Can a good credit score help you reduce interest rate on your loan?
At some point in our lives, we need financial funding for various reason. And you must have heard that banks are always guiding you to maintain a good credit score. This one indicator plays a major role in what happens to your loan request. Your credit score helps you determine two things. Firstly, considering that lending money comes with a list of risks, your credit score helps lenders in understanding how reliable and unreliable a customer you are in regard to repayment of debt. Secondly the credit ratings also supports in determining the type of loan that is suitable for you.
Aditya Kumar, Founder & CEO Qbera.com says, "If you’re a potential borrower, you’d have time and again come across a good number of articles that talk about the importance of having a good credit score. Well, for starters, your credit score forms the basis of your overall creditworthiness. While credit scores are certainly important for secured loans, they have larger weightage in influencing unsecured loan applications - as unsecured loans such as personal loans do not require any collateral, the credit score as an assessment parameter becomes all the more important for lending institutions to accurately classify creditworthy individuals and provide them with credit."
According to Kumar, the lending market today isn’t just confined to private and state-run banks – the market has expanded significantly, opening its boundaries to include new-age lenders such as Fintech and P2P lenders as well. As a matter of fact, these very players that have risen in popularity in present times have enabled a larger section of working-class professionals to get easy access to credit.
Kumar adds, "When we talk personal loans, the closest thing that we lay emphasis on is the interest rate. The first thing that concerns most borrowers intending to opt for personal finance is the interest rate on the credit instrument they’re borrowing. Different lenders offer credit at different interest rates."
"As such, when we talk interest rates, personal loans have become more popular than credit cards in recent times, with an increasing number of individuals availing personal loans to clear their outstanding credit card dues – this is primarily because the interest rate on personal loans hovers around the 12%- 15% p.a. mark, while the interest on credit cards stands at a massive 35%-40% p.a. on an average," says, Kumar.
Coming back to exploring the relevance between good credit scores and interest rates, first of all, it is important to note that lending institutions have their own eligibility criterion as far as credit scores are concerned. Meaning, you will only be offered a personal loan if your credit score falls within a range specified by the lender; and yes, only then does interest-rate range on your loan application become important. Speaking of which, a good credit score will definitely help you get a reduced rate of interest on your personal loan.
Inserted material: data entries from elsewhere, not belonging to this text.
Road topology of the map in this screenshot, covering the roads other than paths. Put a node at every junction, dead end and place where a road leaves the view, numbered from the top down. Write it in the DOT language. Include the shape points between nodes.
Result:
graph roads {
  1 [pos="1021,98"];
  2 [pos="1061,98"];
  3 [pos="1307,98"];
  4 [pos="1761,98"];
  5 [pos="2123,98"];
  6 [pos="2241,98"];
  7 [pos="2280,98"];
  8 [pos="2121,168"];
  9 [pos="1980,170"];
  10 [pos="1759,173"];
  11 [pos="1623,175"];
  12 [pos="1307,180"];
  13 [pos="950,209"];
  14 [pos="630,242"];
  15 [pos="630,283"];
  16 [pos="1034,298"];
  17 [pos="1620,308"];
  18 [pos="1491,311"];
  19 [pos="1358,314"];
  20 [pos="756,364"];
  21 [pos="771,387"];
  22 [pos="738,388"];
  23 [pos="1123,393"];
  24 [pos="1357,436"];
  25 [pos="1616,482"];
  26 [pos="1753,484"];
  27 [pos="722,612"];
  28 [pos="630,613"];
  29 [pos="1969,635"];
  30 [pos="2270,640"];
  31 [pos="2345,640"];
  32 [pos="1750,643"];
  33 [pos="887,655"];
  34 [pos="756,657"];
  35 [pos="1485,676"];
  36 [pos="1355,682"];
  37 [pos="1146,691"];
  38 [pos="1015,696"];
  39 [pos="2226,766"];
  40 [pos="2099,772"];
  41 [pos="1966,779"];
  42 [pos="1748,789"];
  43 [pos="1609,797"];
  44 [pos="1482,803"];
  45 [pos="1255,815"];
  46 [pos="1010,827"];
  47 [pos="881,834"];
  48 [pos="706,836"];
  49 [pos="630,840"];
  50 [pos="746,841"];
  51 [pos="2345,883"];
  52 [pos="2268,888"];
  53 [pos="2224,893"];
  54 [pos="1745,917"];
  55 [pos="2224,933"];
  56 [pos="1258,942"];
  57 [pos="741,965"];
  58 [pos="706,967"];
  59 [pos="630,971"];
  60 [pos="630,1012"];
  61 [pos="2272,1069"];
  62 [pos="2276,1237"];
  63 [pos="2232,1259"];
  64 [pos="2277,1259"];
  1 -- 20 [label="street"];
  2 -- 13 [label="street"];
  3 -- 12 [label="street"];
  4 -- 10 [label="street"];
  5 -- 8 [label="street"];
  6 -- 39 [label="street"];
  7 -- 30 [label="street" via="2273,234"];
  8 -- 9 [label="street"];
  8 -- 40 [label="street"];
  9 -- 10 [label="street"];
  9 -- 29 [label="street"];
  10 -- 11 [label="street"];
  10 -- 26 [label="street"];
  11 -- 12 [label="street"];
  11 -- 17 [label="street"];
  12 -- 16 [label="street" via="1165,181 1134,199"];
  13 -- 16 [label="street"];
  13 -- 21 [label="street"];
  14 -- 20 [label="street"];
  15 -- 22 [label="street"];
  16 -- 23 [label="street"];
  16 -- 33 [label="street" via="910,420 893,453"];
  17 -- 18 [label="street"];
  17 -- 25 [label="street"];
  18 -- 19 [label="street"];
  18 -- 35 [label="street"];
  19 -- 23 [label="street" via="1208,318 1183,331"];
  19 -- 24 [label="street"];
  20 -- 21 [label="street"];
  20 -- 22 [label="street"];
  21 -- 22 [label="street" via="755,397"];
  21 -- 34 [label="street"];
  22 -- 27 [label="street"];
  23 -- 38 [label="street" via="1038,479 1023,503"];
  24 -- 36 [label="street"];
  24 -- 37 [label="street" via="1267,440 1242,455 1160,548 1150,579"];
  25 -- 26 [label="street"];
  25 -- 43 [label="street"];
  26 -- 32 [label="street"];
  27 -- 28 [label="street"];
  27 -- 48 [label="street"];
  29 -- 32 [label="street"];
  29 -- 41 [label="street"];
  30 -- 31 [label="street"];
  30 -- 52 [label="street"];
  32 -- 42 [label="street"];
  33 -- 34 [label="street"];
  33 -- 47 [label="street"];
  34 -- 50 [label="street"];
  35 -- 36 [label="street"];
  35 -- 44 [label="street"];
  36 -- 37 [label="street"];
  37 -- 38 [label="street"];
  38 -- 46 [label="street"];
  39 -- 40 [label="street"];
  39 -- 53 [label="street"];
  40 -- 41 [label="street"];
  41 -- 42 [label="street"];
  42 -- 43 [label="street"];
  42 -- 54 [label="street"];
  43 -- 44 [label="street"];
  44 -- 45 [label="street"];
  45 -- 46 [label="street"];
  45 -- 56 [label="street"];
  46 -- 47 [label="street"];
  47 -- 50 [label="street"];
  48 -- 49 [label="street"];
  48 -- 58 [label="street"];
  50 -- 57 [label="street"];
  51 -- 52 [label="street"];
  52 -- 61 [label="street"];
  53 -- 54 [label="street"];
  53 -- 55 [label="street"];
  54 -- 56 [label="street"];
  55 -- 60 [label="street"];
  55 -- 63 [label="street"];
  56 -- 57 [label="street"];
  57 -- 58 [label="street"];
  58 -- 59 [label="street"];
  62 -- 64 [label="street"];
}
Many lenders today adopt what is referred to as a risk-based model, wherein the risk factor in the case of different borrowers is individually determined. In accordance with the quantum of risk, interest rates and other charges (the processing fees for instance) are arrived at. This essentially means that different borrowers will be allowed to borrow at varied rates, with the individual borrower’s risk profile determining the cost of borrowing. Going by this, if we have two cases – one where a borrower has an impeccable credit record and another where a borrower’s credit record reflects a certain degree of blemishes, the borrower in case 1 will be given a much reduced interest rate on his/her loan application while the borrower in case 2 will be provided with a higher interest rate, allowing banks to cover their risk of lending. The risk is evaluated on the basis that the customer will make a delayed payment, or fail to repay on time.
Technically, even if you approach a lender that is currently offering the lowest or most affordable interest rate in the market, the rate you’re given will predominantly depend on your credit score and repayment history, after your risk profile is thoroughly evaluated. So if your credit score or repayment history isn’t worthy of the best possible interest rate, you simply won’t be given the lowest rate. The risk-based pricing model is used across the lending industry, and holds true for all types of loans, be it secured or unsecured.
The interest rate in accordance with the risk-based pricing model is determined not just by the value of lent money over a set period of time, but also by the lender’s calculation of the probability that the consumer will default on the loan. Default here mostly refers to defaults on monthly repayment models.
So, to sum it up, if you want to get the best possible interest rate on your loan, it almost entirely depends on your credit profile – how consistent you’ve been with your repayments, the number of credit sources you currently have, and the frequency of instances of late payments or defaults.